Coefficients standardisés des régressions Fama-MacBeth : prime de rendement mensuelle correspondant à un changement d'un écart-type pour chaque caractéristique, estimée conjointement en multivarié. Après 2023, seuls le momentum (t = -3,8) et la volatilité (t = -2,2) ont un pouvoir prédictif, et tous deux prédisent une performance future plus faible ; la taille et le turnover n'ont pas d'effet significatif.
Le facteur momentum était largement inefficace pendant le marché haussier 2020-2021 ; il s'est inversé pendant le marché baissier 2022 ; et est resté négatif depuis. Depuis 2023, des performances récentes élevées et une volatilité élevée — caractéristiques qui attirent le plus l'attention des investisseurs — prédisent continuellement des rendements futurs plus faibles.
Quels Actifs Ont Surperformé le Bitcoin
Seulement 81 tokens, soit 4,1 % de l'échantillon de tokens ayant au moins 6 mois d'historique, ont surperformé le Bitcoin pendant leur fenêtre d'observation respective. Les tokens et le Bitcoin sont comparés sur la base des prix de fin de mois ; et un token n'est comptabilisé comme surperformant que si son volume d'échanges du dernier mois de la période statistique atteint au moins 10 000 $. Ce chiffre est encore gonflé par les nouveaux tokens à l'historique court. Parmi les 1305 tokens avec une période d'observation d'au moins 24 mois, seulement 22, soit 1,7 %, ont réussi à surperformer.

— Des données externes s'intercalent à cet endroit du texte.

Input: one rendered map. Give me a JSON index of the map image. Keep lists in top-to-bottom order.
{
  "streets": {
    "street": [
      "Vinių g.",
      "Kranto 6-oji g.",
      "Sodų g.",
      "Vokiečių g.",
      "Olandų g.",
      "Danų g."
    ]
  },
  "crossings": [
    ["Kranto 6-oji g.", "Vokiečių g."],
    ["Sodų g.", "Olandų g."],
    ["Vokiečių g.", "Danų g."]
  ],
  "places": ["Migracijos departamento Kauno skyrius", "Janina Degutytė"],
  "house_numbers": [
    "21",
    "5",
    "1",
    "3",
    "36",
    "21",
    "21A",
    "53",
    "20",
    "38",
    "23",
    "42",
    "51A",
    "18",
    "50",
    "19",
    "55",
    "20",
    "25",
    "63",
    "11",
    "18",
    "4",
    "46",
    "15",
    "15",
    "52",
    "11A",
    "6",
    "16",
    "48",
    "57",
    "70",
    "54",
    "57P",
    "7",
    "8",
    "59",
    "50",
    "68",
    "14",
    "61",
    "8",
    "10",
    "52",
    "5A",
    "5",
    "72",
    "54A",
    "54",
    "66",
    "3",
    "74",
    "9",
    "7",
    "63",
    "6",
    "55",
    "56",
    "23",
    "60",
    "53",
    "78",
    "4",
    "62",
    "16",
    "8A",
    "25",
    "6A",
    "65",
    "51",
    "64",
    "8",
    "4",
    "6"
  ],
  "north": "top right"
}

La part des tokens d'échange est amplifiée par un facteur 15 dans l'échantillon surperformant le Bitcoin sur le long terme : ils représentent 32 % des surperformants de long terme, alors qu'ils ne représentent que 2,1 % de l'ensemble de l'échantillon de long terme. BNB, OKB, GT, LEO, BGB, WBT, MX ont tous surperformé le Bitcoin ; 7 des 27 tokens d'échange centralisés (CEX) ont gagné, soit un taux de réussite de 26 % ; contre seulement environ 1,2 % pour l'ensemble des autres tokens. Le CAKE de PancakeSwap est le seul token d'échange décentralisé (DEX) à avoir atteint cet objectif, partageant la caractéristique clé des tokens d'échange : l'utilisation des revenus de frais pour des rachats et destructions continus.

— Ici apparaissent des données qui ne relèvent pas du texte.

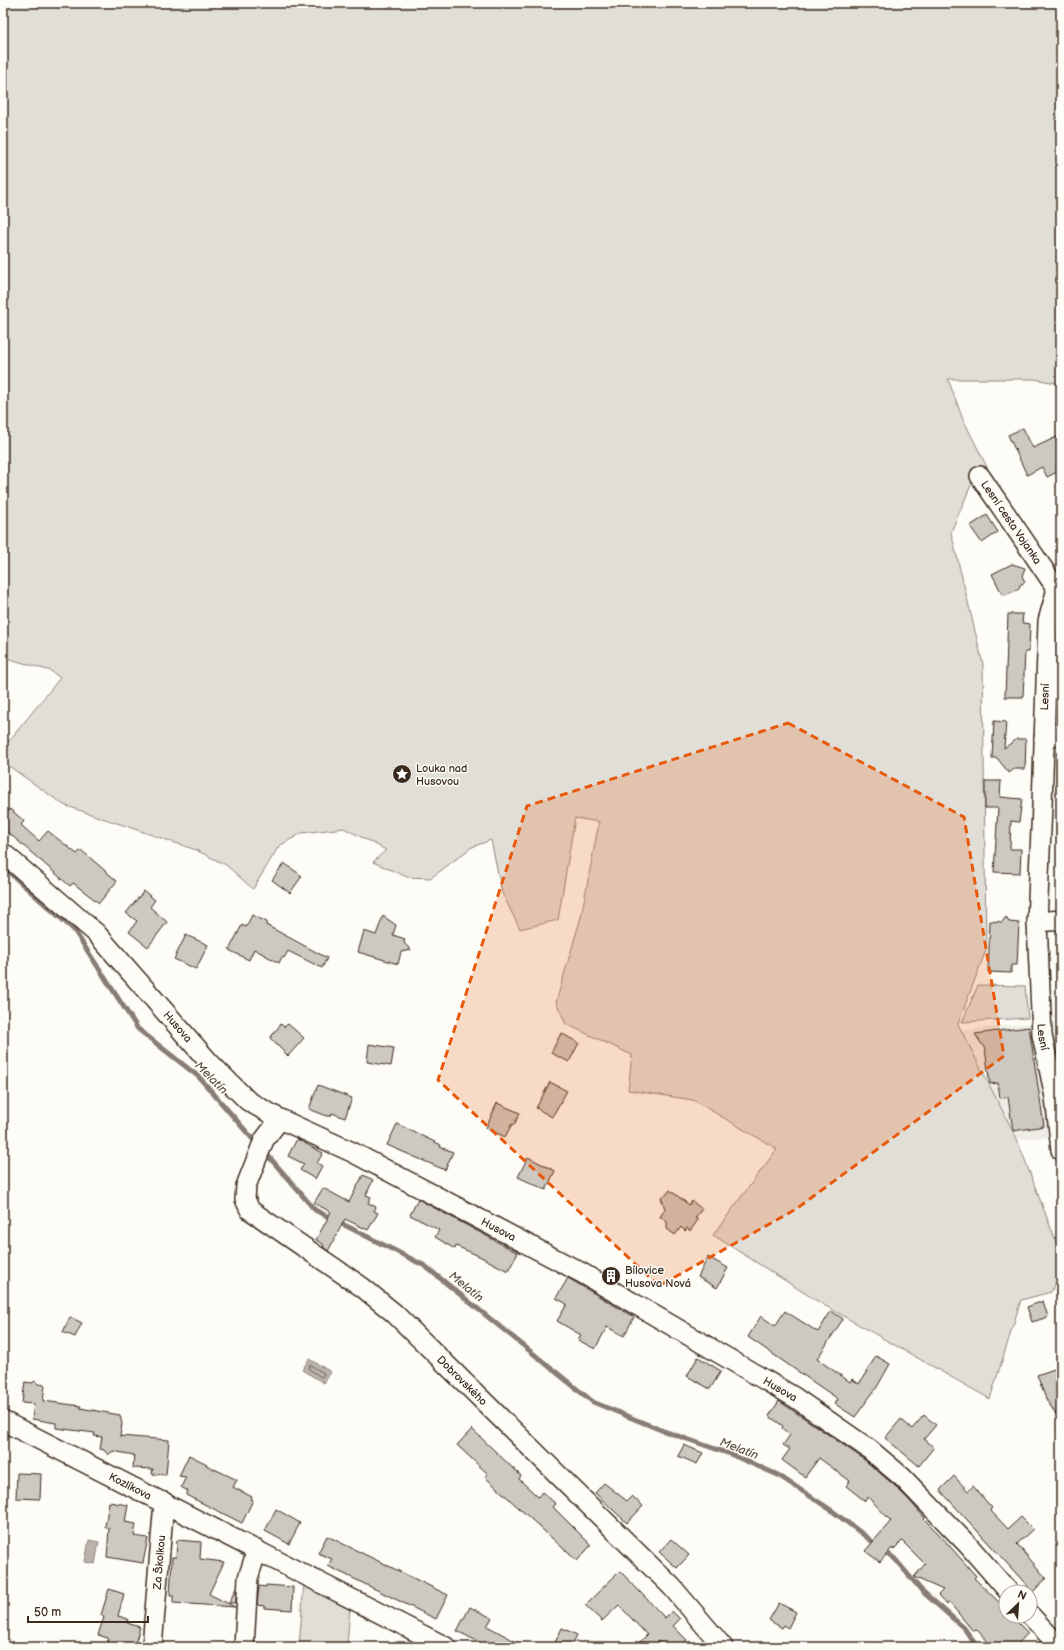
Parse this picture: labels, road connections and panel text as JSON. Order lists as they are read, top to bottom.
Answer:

Les tokens d'échange représentent 32 % de l'échantillon surperformant le Bitcoin sur le long terme, mais seulement 2,1 % de l'échantillon total de long terme, une amplification par un facteur 15.
Les autres actifs gagnants incluent des actifs anciens comme ETH, SOL, TRON, quelques memecoins et des tokens forts sur des cycles spécifiques. Ces exceptions ne doivent pas être interprétées comme une force globale de leurs secteurs respectifs. Par exemple, les 275 tokens éligibles du secteur memecoin ont une médiane de rendement de -97 %, avec une probabilité de surperformance du Bitcoin légèrement inférieure à la moyenne du marché.
Note complémentaire : les labels de secteur sont tirés des catégories CoinGecko. Les tokens d'échange centralisés ont été vérifiés manuellement, mais les 2114 actifs n'ont pas tous été vérifiés manuellement pour leur classification ; une vérification complète modifierait l'appartenance sectorielle de certains actifs. Toutes les autres statistiques du rapport sont calculées sur l'échantillon complet et ne dépendent absolument pas des labels de secteur.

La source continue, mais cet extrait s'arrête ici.